- [How to complete this task]: Write out exactly the lines of the entries below, from the first through the line containing "Trace every road, lane", and nothing beyond them.

(Saved data entries)
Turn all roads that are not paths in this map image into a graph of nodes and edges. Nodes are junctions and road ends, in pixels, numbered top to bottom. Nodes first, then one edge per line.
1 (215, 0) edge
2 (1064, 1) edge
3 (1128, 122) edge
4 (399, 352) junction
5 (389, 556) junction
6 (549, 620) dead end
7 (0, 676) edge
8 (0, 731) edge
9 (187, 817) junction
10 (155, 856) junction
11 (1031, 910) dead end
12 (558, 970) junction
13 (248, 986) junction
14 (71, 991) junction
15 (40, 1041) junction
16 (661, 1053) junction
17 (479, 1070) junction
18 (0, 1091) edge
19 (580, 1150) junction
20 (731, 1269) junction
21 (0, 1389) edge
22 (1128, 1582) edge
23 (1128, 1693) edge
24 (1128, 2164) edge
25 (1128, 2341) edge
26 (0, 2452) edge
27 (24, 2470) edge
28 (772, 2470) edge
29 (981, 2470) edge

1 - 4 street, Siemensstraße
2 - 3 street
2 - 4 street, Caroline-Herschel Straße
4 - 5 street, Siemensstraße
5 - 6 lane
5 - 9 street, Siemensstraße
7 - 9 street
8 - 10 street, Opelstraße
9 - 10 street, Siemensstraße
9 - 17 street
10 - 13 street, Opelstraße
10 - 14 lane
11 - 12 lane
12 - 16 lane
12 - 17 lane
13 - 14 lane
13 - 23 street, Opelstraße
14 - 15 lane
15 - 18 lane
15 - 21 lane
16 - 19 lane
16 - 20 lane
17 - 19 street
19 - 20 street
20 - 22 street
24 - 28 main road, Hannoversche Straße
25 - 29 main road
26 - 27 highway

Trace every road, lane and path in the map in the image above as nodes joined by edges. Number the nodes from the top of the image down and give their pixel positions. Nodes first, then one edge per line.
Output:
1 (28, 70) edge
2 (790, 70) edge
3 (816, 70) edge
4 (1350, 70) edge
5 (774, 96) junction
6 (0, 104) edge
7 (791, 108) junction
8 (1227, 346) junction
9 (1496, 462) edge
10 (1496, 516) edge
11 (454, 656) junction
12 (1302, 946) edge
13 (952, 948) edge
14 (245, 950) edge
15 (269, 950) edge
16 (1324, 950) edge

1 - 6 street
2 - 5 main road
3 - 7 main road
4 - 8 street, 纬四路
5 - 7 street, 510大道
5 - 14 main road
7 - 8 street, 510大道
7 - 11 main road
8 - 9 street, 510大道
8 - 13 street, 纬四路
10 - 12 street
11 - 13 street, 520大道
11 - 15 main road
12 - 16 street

- [Solution to this task]:
Turn all roads that are not paths in this map image into a graph of nodes and edges. Nodes are junctions and road ends, in pixels, numbered top to bottom. Nodes first, then one edge per line.
1 (215, 0) edge
2 (1064, 1) edge
3 (1128, 122) edge
4 (399, 352) junction
5 (389, 556) junction
6 (549, 620) dead end
7 (0, 676) edge
8 (0, 731) edge
9 (187, 817) junction
10 (155, 856) junction
11 (1031, 910) dead end
12 (558, 970) junction
13 (248, 986) junction
14 (71, 991) junction
15 (40, 1041) junction
16 (661, 1053) junction
17 (479, 1070) junction
18 (0, 1091) edge
19 (580, 1150) junction
20 (731, 1269) junction
21 (0, 1389) edge
22 (1128, 1582) edge
23 (1128, 1693) edge
24 (1128, 2164) edge
25 (1128, 2341) edge
26 (0, 2452) edge
27 (24, 2470) edge
28 (772, 2470) edge
29 (981, 2470) edge

1 - 4 street, Siemensstraße
2 - 3 street
2 - 4 street, Caroline-Herschel Straße
4 - 5 street, Siemensstraße
5 - 6 lane
5 - 9 street, Siemensstraße
7 - 9 street
8 - 10 street, Opelstraße
9 - 10 street, Siemensstraße
9 - 17 street
10 - 13 street, Opelstraße
10 - 14 lane
11 - 12 lane
12 - 16 lane
12 - 17 lane
13 - 14 lane
13 - 23 street, Opelstraße
14 - 15 lane
15 - 18 lane
15 - 21 lane
16 - 19 lane
16 - 20 lane
17 - 19 street
19 - 20 street
20 - 22 street
24 - 28 main road, Hannoversche Straße
25 - 29 main road
26 - 27 highway

Trace every road, lane and path in the map in the image above as nodes joined by edges. Number the nodes from the top of the image down and give their pixel positions. Nodes first, then one edge per line.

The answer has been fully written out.